───── Provided material

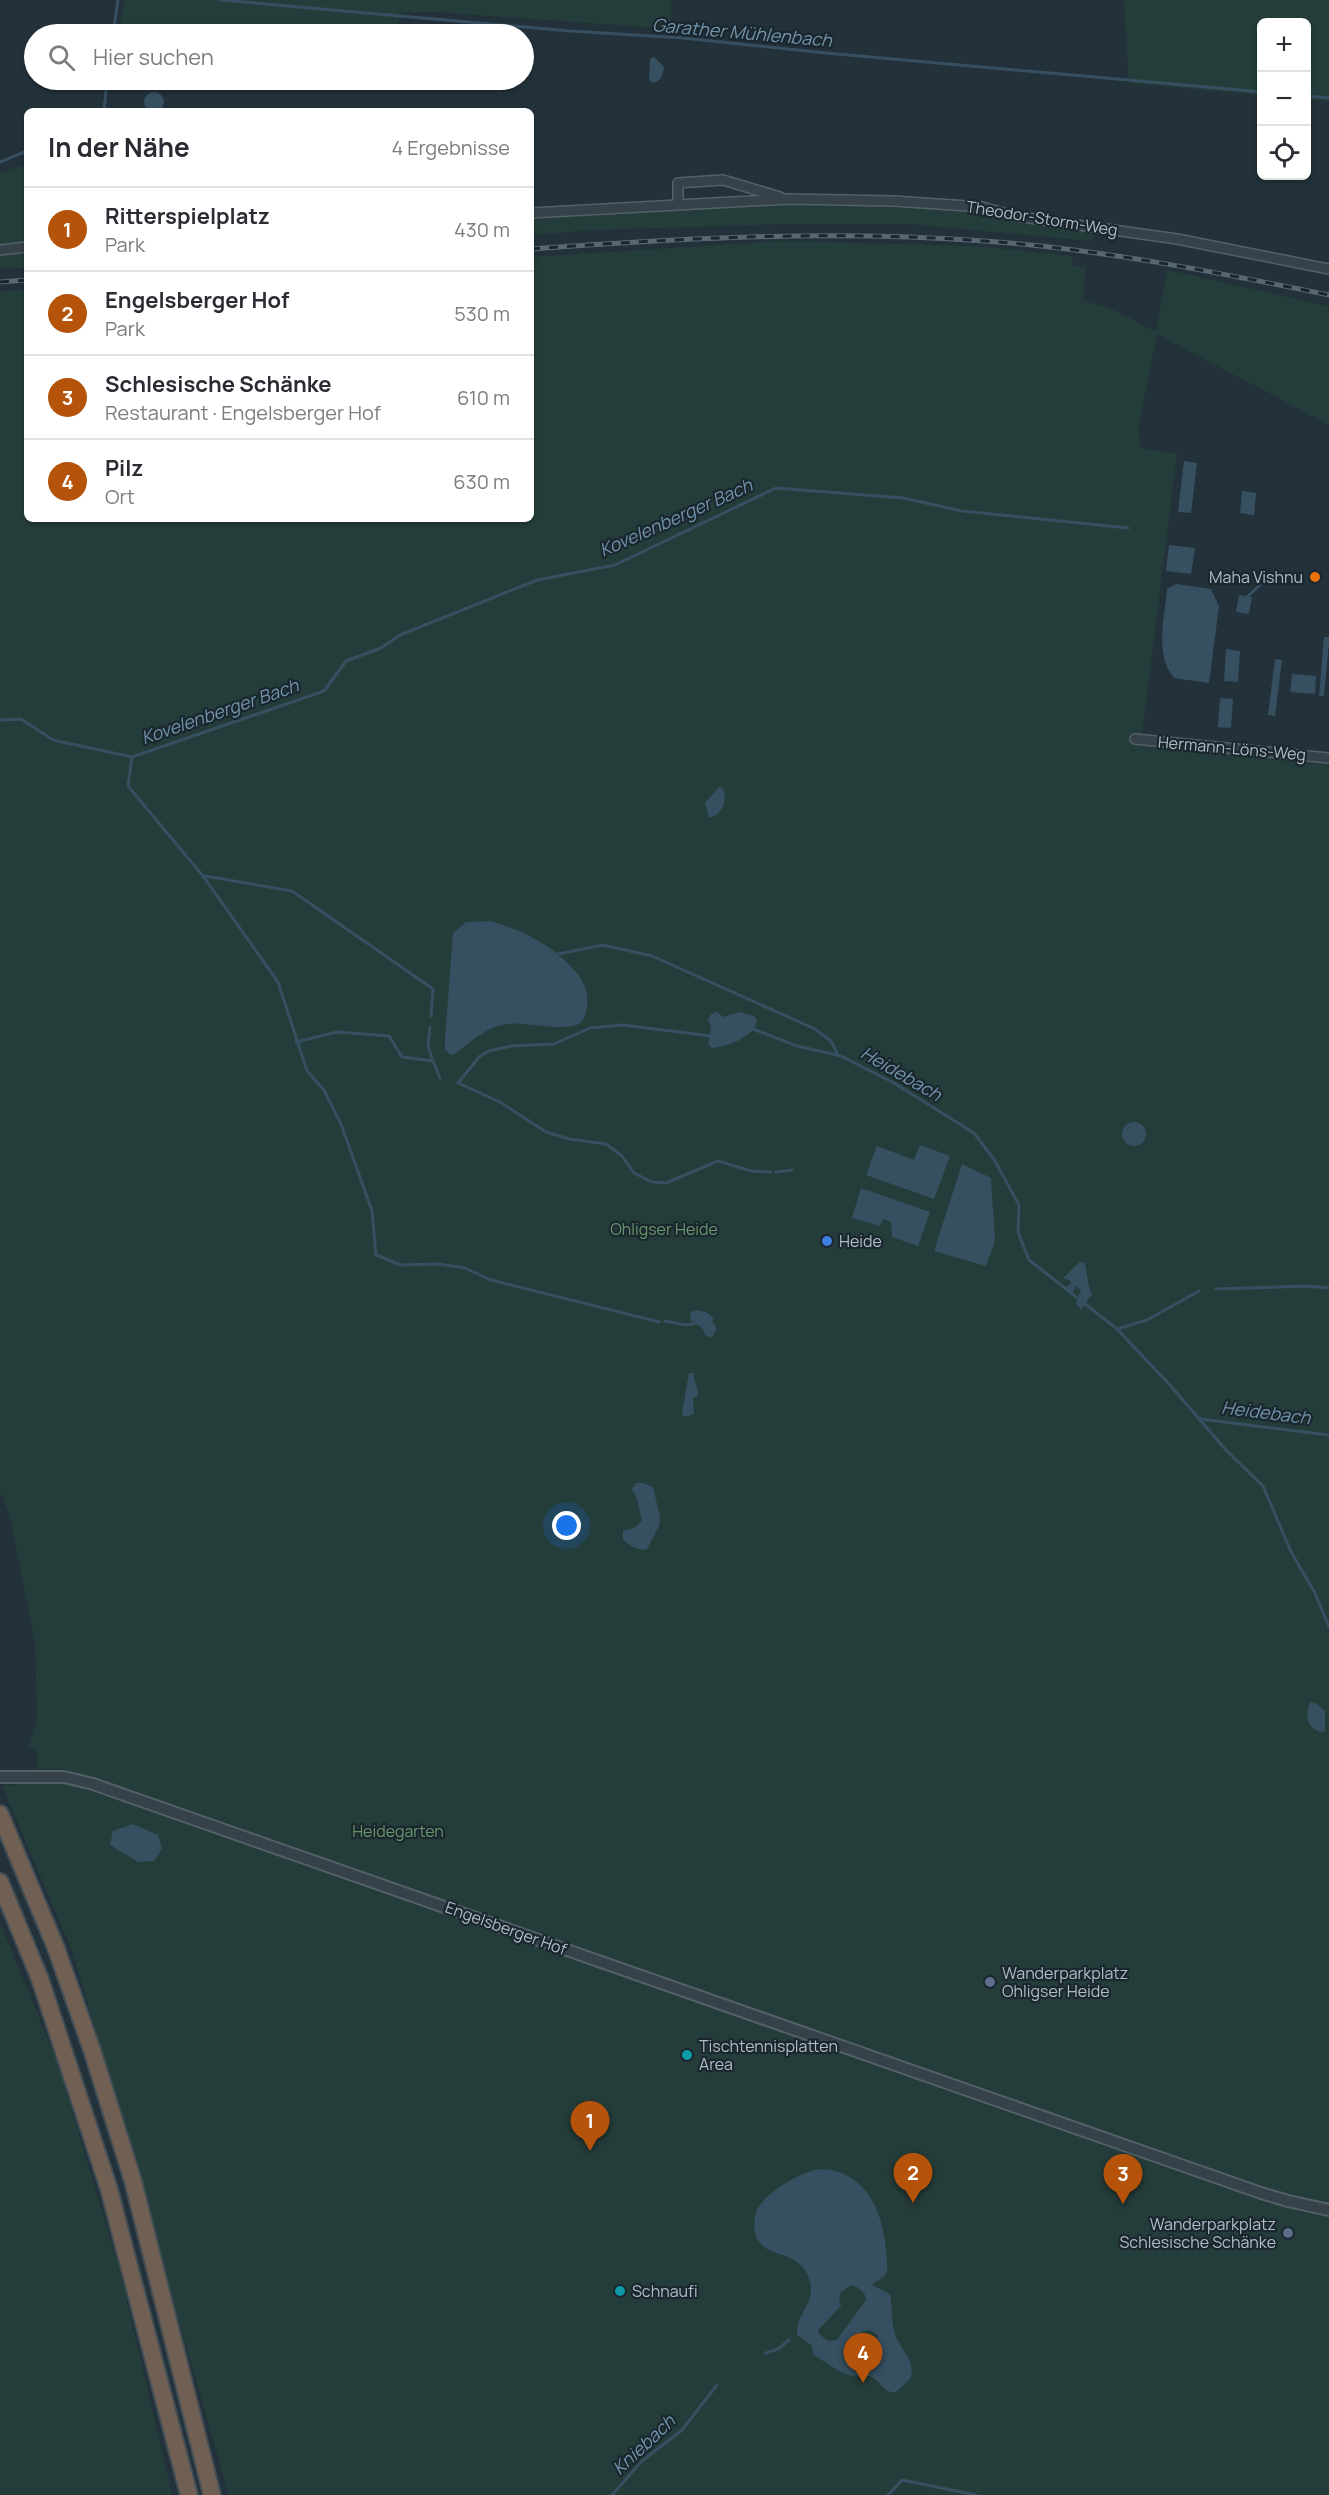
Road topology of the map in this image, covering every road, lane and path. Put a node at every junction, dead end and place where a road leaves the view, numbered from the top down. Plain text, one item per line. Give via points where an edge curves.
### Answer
1 (788, 199) junction
2 (678, 204) junction
3 (534, 213) edge
4 (24, 248) edge
5 (0, 250) edge
6 (1329, 269) edge
7 (1135, 739) dead end
8 (1329, 758) edge
9 (0, 1777) edge
10 (0, 1814) edge
11 (0, 1882) edge
12 (1329, 2210) edge
13 (189, 2495) edge
14 (212, 2495) edge

1 - 2 street, Theodor-Storm-Weg
1 - 2 street, Theodor-Storm-Weg via 718,180 678,183
1 - 6 street, Theodor-Storm-Weg via 982,207 1014,216 1177,239
2 - 3 street, Theodor-Storm-Weg
4 - 5 street
7 - 8 street, Hermann-Löns-Weg
9 - 12 street, Engelsberger Hof via 64,1777 93,1784 1288,2201
10 - 14 highway via 57,1948 133,2181
11 - 13 highway via 40,1979 109,2189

──────────

▶ [What you are asked to do]: The records above need to be restated word for word, with the pictures left out.

▶ [Written reply]:
Road topology of the map in this image, covering every road, lane and path. Put a node at every junction, dead end and place where a road leaves the view, numbered from the top down. Plain text, one item per line. Give via points where an edge curves.
### Answer
1 (788, 199) junction
2 (678, 204) junction
3 (534, 213) edge
4 (24, 248) edge
5 (0, 250) edge
6 (1329, 269) edge
7 (1135, 739) dead end
8 (1329, 758) edge
9 (0, 1777) edge
10 (0, 1814) edge
11 (0, 1882) edge
12 (1329, 2210) edge
13 (189, 2495) edge
14 (212, 2495) edge

1 - 2 street, Theodor-Storm-Weg
1 - 2 street, Theodor-Storm-Weg via 718,180 678,183
1 - 6 street, Theodor-Storm-Weg via 982,207 1014,216 1177,239
2 - 3 street, Theodor-Storm-Weg
4 - 5 street
7 - 8 street, Hermann-Löns-Weg
9 - 12 street, Engelsberger Hof via 64,1777 93,1784 1288,2201
10 - 14 highway via 57,1948 133,2181
11 - 13 highway via 40,1979 109,2189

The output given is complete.